I had no way to answer it. Not in any meaningful sense. I could read RSRP from a log file. I could stand in one spot and squint at numbers scrolling past a terminal. But I had no coverage map. No survey path. No way to compare corner to corner or floor to floor. The tools that network engineers reach for in the enterprise world — Ekahau, AirMagnet, spectrum analyzers with RF capture — they're built for Wi-Fi, cost thousands of dollars, and have no concept of an LTE PHY layer you assembled yourself.
Commercial LTE drive test software exists. It's what carriers use. It's also what costs more than most home lab setups combined. None of it expects you to be running an open-source stack.
There was no RF survey tool designed for a person who built their own LTE network on a shelf. So I built one.
I started by writing a measurement utility that hooked directly into the srsRAN PHY layer and pulled RSSI, RSRP, and RSRQ out in a structured format. That became its own project — the LTE Cell Measurement Utility. But raw JSON measurements are still just numbers. I needed something to turn walking around a building into a picture.
That's where OpenCellSurvey came from. I built a web-based survey platform that consumed those measurements, paired them with GPS coordinates, and painted them onto a map. Real coverage visualization. The kind of output you'd get from a carrier drive test, running on a Raspberry Pi in my lab.
RANPI is the broader platform. The name is what it says: a RAN on a Pi. A compact, portable, self-contained cellular lab built from SDR hardware, open-source software, and the kind of stubbornness that makes most people say "why would you even try that?" It's the platform I wish existed when I started.
Before you can survey coverage, you need a network running. RANPI is a self-hosted web application that puts a control panel around srsRAN — handling process management, configuration editing, and live system monitoring from a browser on port 8000. It runs as a systemd service on the same device as the radio stack.
The interface supports both 4G eNB and 5G gNB workflows. Start and stop srsRAN processes, edit configuration files directly through the UI, watch system metrics in real time, and monitor UE telemetry — all without touching a terminal once the system is set up. It works alongside OpenCellSurvey: RANPI manages the radio, OCS measures what it's doing.
OpenCellSurvey (OCS) is the RF survey layer of RANPI. It's a self-hosted web application that provides live LTE signal measurement visualization, GPS-tracked survey paths, and exportable HTML reports.
The measurement workflow is driven by the LTE Cell Measurement Utility, which decodes MAC and PHY layer frames from srsRAN to produce live signal data. OCS takes that data and puts it on a map.

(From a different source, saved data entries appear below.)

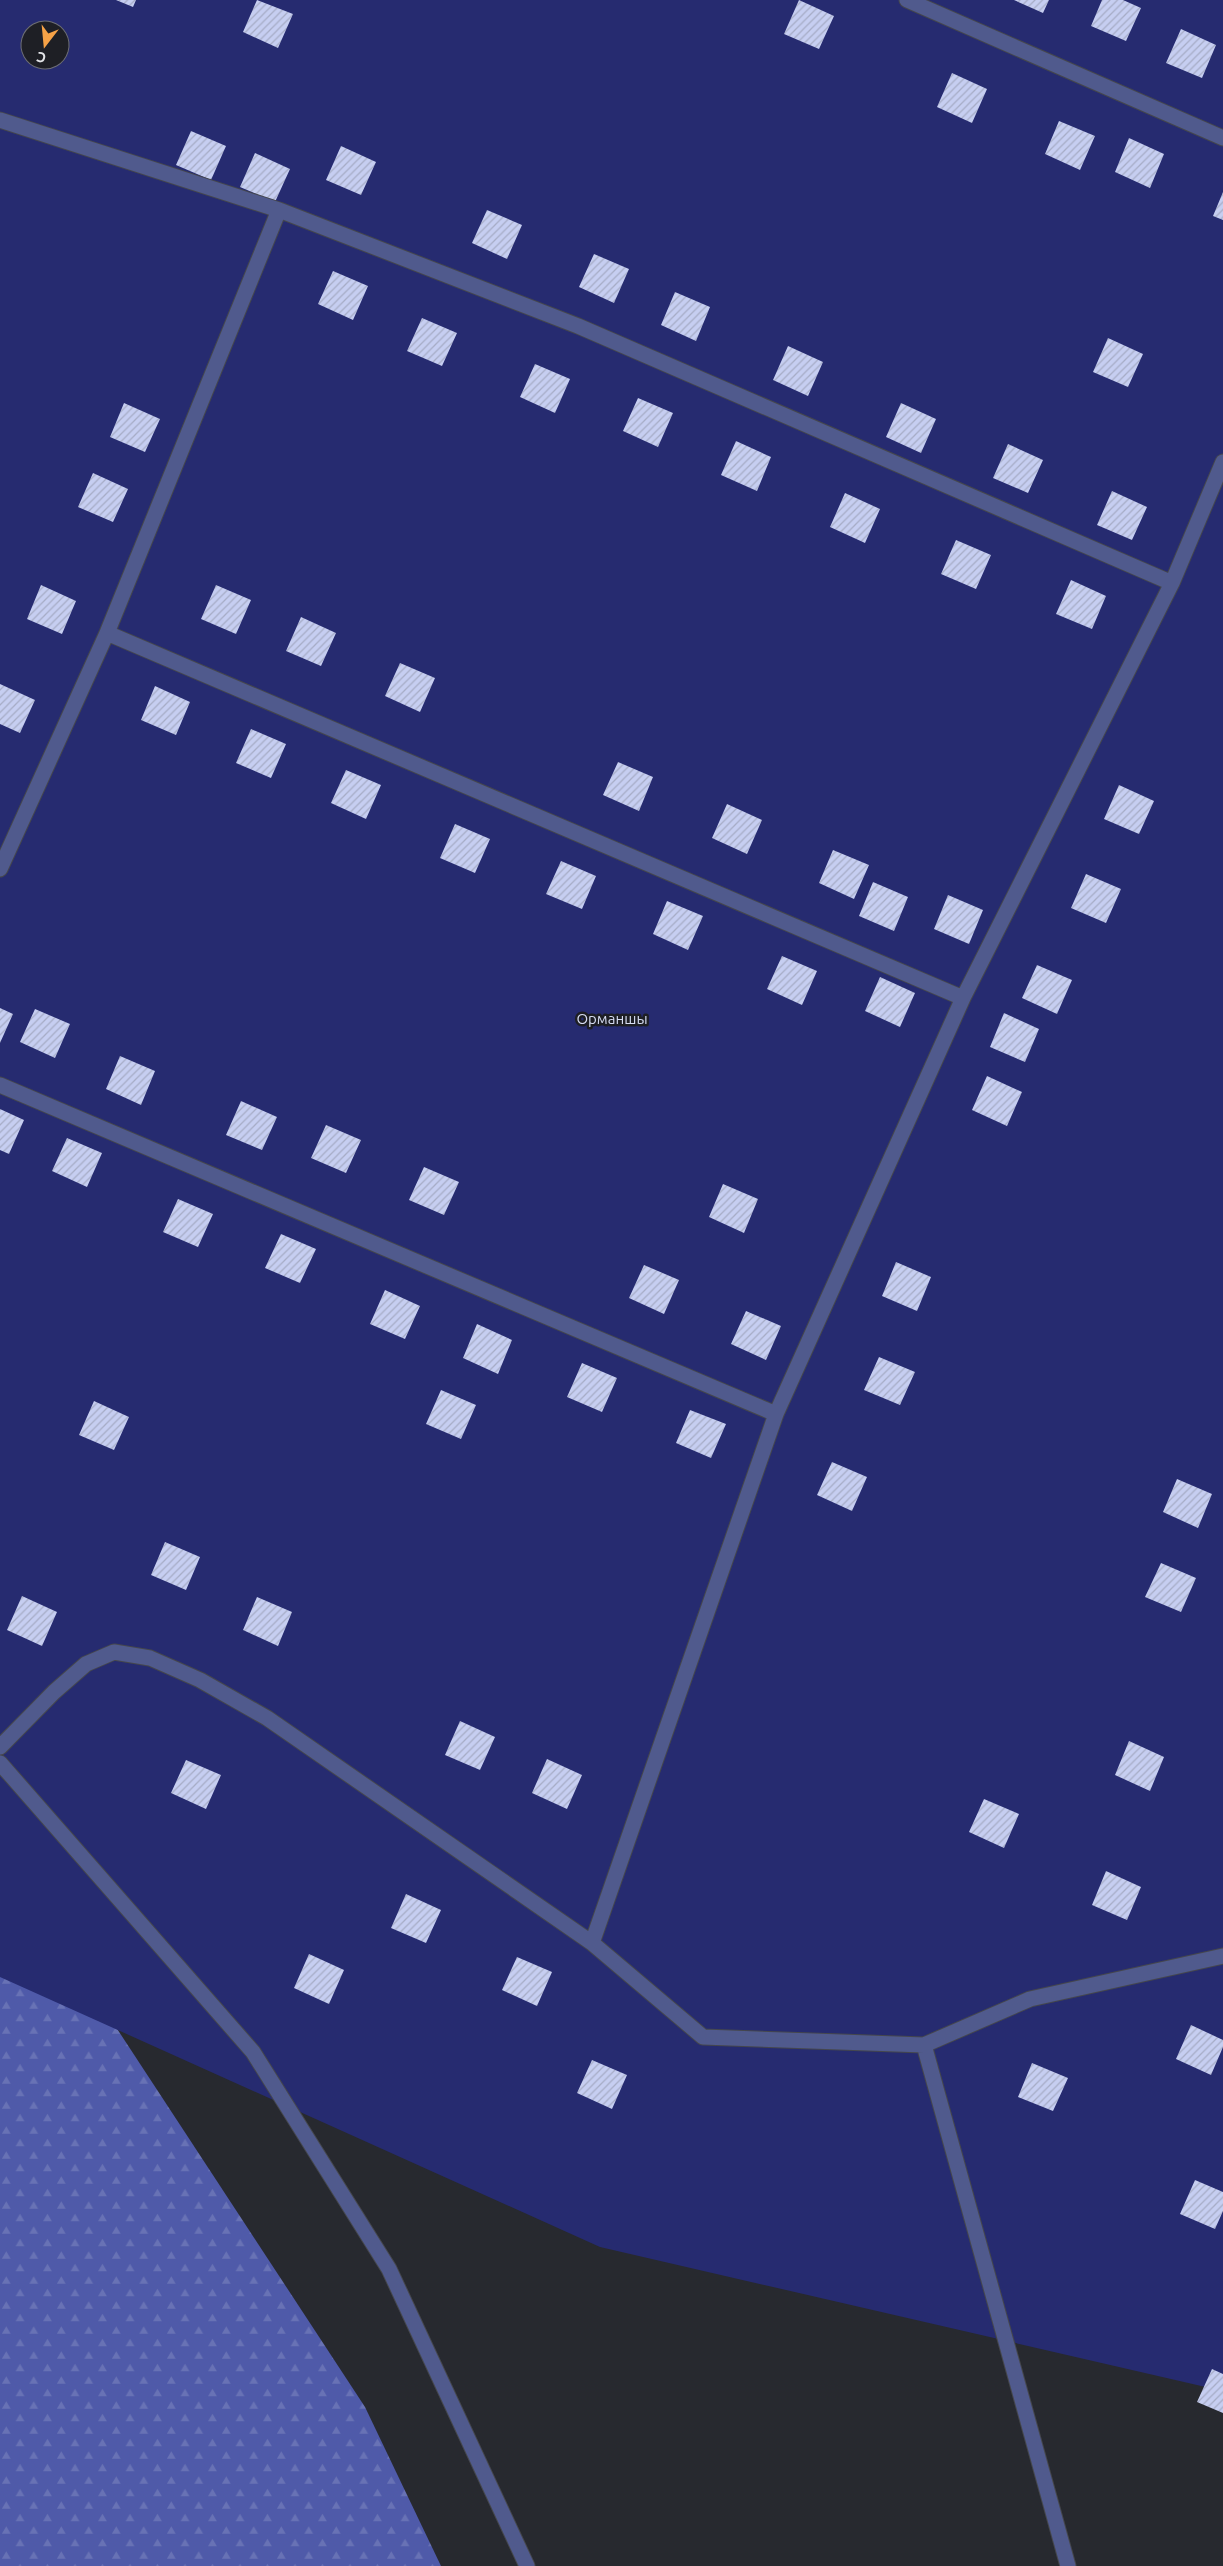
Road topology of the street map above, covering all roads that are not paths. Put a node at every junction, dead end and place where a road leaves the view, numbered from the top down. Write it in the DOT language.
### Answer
graph roads {
  1 [pos="907,0"];
  2 [pos="0,120"];
  3 [pos="1223,138"];
  4 [pos="279,210"];
  5 [pos="1223,462"];
  6 [pos="1172,583"];
  7 [pos="107,633"];
  8 [pos="0,869"];
  9 [pos="963,998"];
  10 [pos="0,1085"];
  11 [pos="776,1414"];
  12 [pos="0,1747"];
  13 [pos="0,1763"];
  14 [pos="592,1943"];
  15 [pos="1223,1956"];
  16 [pos="924,2045"];
  17 [pos="527,2566"];
  18 [pos="1068,2566"];
  1 -- 3 [label="street"];
  2 -- 4 [label="street"];
  4 -- 6 [label="street"];
  4 -- 7 [label="street"];
  5 -- 6 [label="street"];
  6 -- 9 [label="street"];
  7 -- 8 [label="street"];
  7 -- 9 [label="street"];
  9 -- 11 [label="street"];
  10 -- 11 [label="street"];
  11 -- 14 [label="street"];
  12 -- 14 [label="street"];
  13 -- 17 [label="street"];
  14 -- 16 [label="street"];
  15 -- 16 [label="street"];
  16 -- 18 [label="street"];
}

RANPI is designed to be physically compact and reproducible. The enclosures for the Raspberry Pi 5 and the B210 LibreSDR clone are custom-designed to house both units together in a portable form factor. STL files for 3D printing will be published here when finalized.

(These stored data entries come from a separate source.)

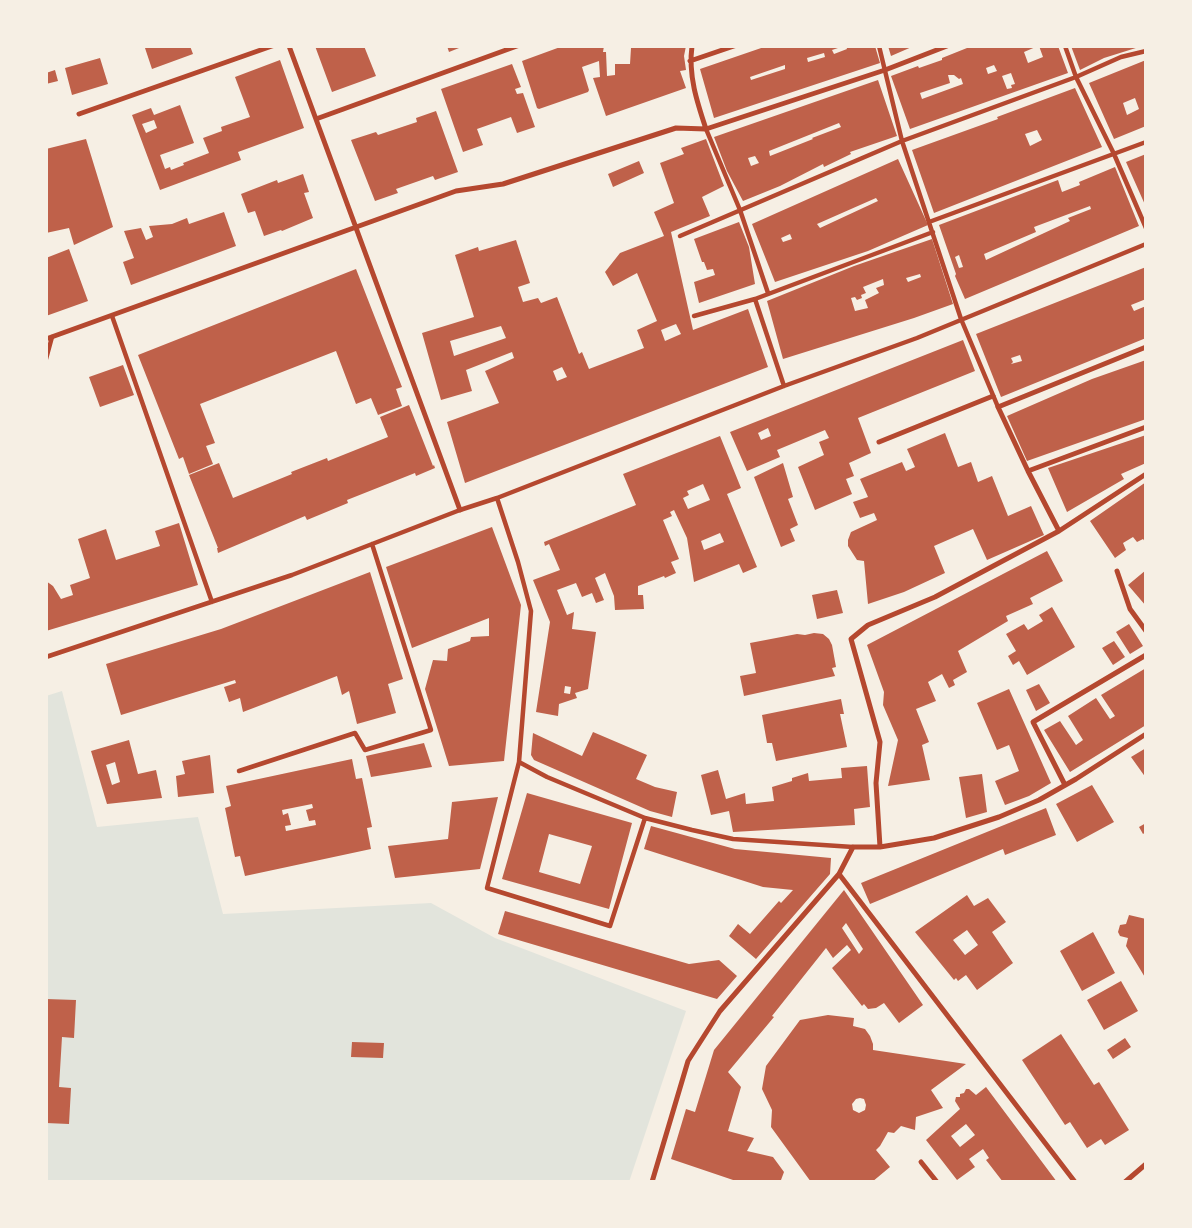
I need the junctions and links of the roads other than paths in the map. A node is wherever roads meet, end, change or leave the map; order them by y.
1 (272, 46) edge
2 (289, 46) edge
3 (517, 46) edge
4 (692, 46) edge
5 (734, 46) edge
6 (879, 46) edge
7 (947, 46) edge
8 (1065, 46) edge
9 (1146, 51) edge
10 (690, 61) junction
11 (885, 70) junction
12 (1076, 77) junction
13 (79, 114) dead end
14 (316, 119) junction
15 (706, 129) junction
16 (902, 141) junction
17 (1146, 142) edge
18 (1114, 154) junction
19 (740, 210) junction
20 (929, 222) junction
21 (355, 228) junction
22 (1146, 228) edge
23 (933, 232) junction
24 (680, 236) dead end
25 (1146, 244) edge
26 (768, 294) junction
27 (755, 298) junction
28 (112, 316) junction
29 (694, 316) dead end
30 (961, 319) junction
31 (49, 338) edge
32 (1146, 347) edge
33 (46, 359) edge
34 (784, 386) junction
35 (993, 396) junction
36 (998, 407) junction
37 (1146, 427) edge
38 (879, 442) dead end
39 (1028, 471) junction
40 (1146, 474) edge
41 (497, 498) junction
42 (460, 510) junction
43 (1059, 531) junction
44 (372, 544) junction
45 (1117, 571) dead end
46 (212, 602) junction
47 (1146, 631) edge
48 (1146, 655) edge
49 (46, 657) edge
50 (1146, 734) edge
51 (519, 762) junction
52 (239, 771) dead end
53 (1064, 785) junction
54 (644, 818) junction
55 (853, 847) junction
56 (880, 847) junction
57 (839, 874) junction
58 (921, 1162) dead end
59 (1146, 1164) edge
60 (652, 1182) edge
61 (937, 1182) edge
62 (1075, 1182) edge
63 (1125, 1182) edge

1 - 13 street
2 - 14 street
3 - 14 street
4 - 10 street
5 - 10 street
6 - 11 street
7 - 11 street
8 - 12 street
9 - 12 street
10 - 15 street
11 - 15 street
11 - 16 street
12 - 16 street
12 - 18 street
14 - 21 street
15 - 19 street
15 - 21 street
16 - 19 street
16 - 20 street
17 - 18 street
18 - 20 street
18 - 22 street
19 - 24 street
19 - 26 street
20 - 23 street
21 - 28 street
21 - 42 street
23 - 26 street
23 - 30 street
25 - 30 street
26 - 27 street
27 - 29 street
27 - 34 street
28 - 31 street
28 - 46 street
30 - 34 street
30 - 35 street
31 - 33 street
32 - 36 street
34 - 41 street
35 - 36 street
35 - 38 street
36 - 39 street
37 - 39 street
39 - 43 street
40 - 43 street
41 - 42 street
41 - 51 street
42 - 44 street
43 - 56 street
44 - 46 street
44 - 52 street
45 - 47 street
46 - 49 street
48 - 53 street
50 - 53 street
51 - 54 street
51 - 54 street
53 - 56 street
54 - 55 street
55 - 56 street
55 - 57 street
57 - 60 street
57 - 62 street
58 - 61 street
59 - 63 street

RANPI v2.6 is the current release. The management interface, config editor, process manager, and UE telemetry are all functional. OpenCellSurvey is in its initial public release alongside it — the two applications are designed to run together on the same device.
This is a lab-grade platform intended for private LTE and CBRS testing, field survey experimentation, and learning how carrier-grade cellular infrastructure actually works from the PHY layer up. It is not a product. It is what happens when a network engineer gets tired of having no tools.